1954 film by Louis King

Dangerous Mission is a 1954 American Technicolor thriller film starring Victor Mature, Piper Laurie, Vincent Price and William Bendix. The film was produced by Irwin Allen, directed by Louis King and released by RKO Radio Pictures. It is remembered today mainly for its use of 3-D film technology.

==Plot==
Louise Graham witnesses the murder of a New York City crime boss and flees the East to hide out in Glacier National Park, on the Montana-Canadian border. She is trailed there by two men, Matt Hallett and Paul Adams, one of whom is a federal agent charged with protecting her, the other a ruthless New York hit man who's been paid to silence her.

A subplot involves a Blackfeet Indian girl, Mary Tiller, a brilliant award-winning scholar whose overriding worries center on her father, Katoonai, a fugitive from the White man's justice. However, Glacier Park's chief of rangers, Joe Parker, believes he is innocent. Mary has another problem. She's unknowingly fallen in love with the aforementioned hit man.

All plotlines weave their way to one of the park's snow-covered mountains, a dangerous terrain where two of these characters meet their fate.

==Cast==
- Victor Mature as Matt Hallett
- Piper Laurie as Louise Graham
- William Bendix as Chief Ranger Joe Parker
- Vincent Price as Paul Adams
- Betta St. John as Mary Tiller
- Dennis Weaver as The Ranger Clerk
- Harry Cheshire as Mr. Elster
- Steve Darrell as Katoonai Tiller
- Walter Reed as Ranger Dobson
- Marlo Dwyer as Mrs. Elster

==Production==
The film was also known as Glacier and Rangers of the North. Filming began in July 1953.

The film is set in Glacier National Park, Montana and was largely filmed there.

W.R. Burnett said the original script was by Horace McCoy and the movie started filming when Burnett was called in. The writer said, "It was a terrible script. I couldn’t believe Horace wrote it—he must have been drunk—and Irwin didn’t know what was wrong with it." Burnett said he rewrote the script in four weeks, and later said "it's not a bad picture".

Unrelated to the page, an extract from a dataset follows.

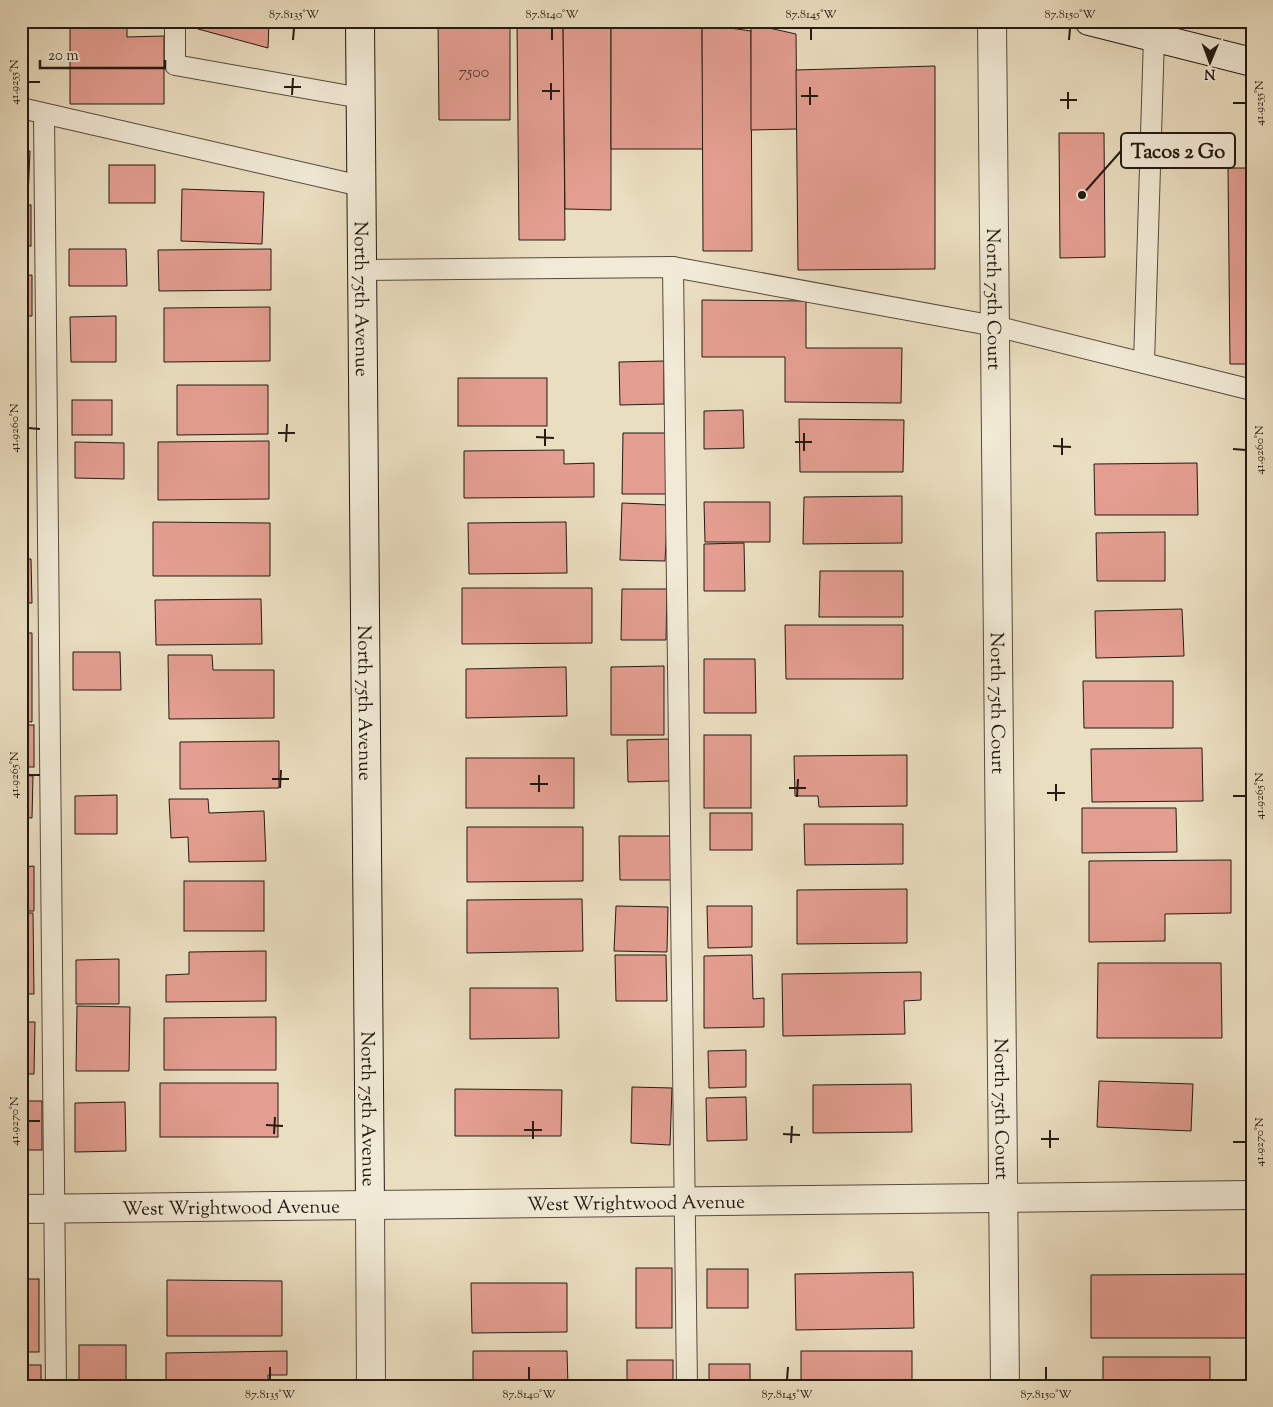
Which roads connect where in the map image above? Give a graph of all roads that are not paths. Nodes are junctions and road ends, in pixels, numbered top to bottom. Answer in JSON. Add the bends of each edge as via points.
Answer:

Charles Bennett called the film "the most ghastly mess" claiming the original script by W. R. Burnett and Irwin Allen "didn’t make any sense whatsoever" and Louis King approached Bennett two weeks into filming asking for help at a fee of $2,000 a week. "What I had to do was at least make some sense out of the script. I made sense of it, eventually, but it was bloody difficult, particularly because Victor Mature strongly objected to playing a dialogue scene that wasn’t in the script, which had to be there eventually in order to make sense of the story. Irwin, who was frightened to death of Mature, would say, “Leave it to Victor,” and I would have to fight like a bloody hyena."

==Reception==

===Critical response===
In a contemporary review for The New York Times, critic Bosley Crowther called the film "unnatural, uninteresting and drab" and wrote: "Since our great national parks are open to virtually anyone who cares to visit them, there probably is no way of preventing their occasionally being exploited and abused. And that is most certainly what has happened to Glacier Park in the R. K. O. film ... [A] company of Hollywood people has the cheek to play a tale that hasn't the vitality or intelligence of a good comic-strip episode. It is a miserably dull and mixed-up fable about a hunt for a missing witness to a crime, with Vincent Price eventually emerging as some sort of villain, which is obvious all along."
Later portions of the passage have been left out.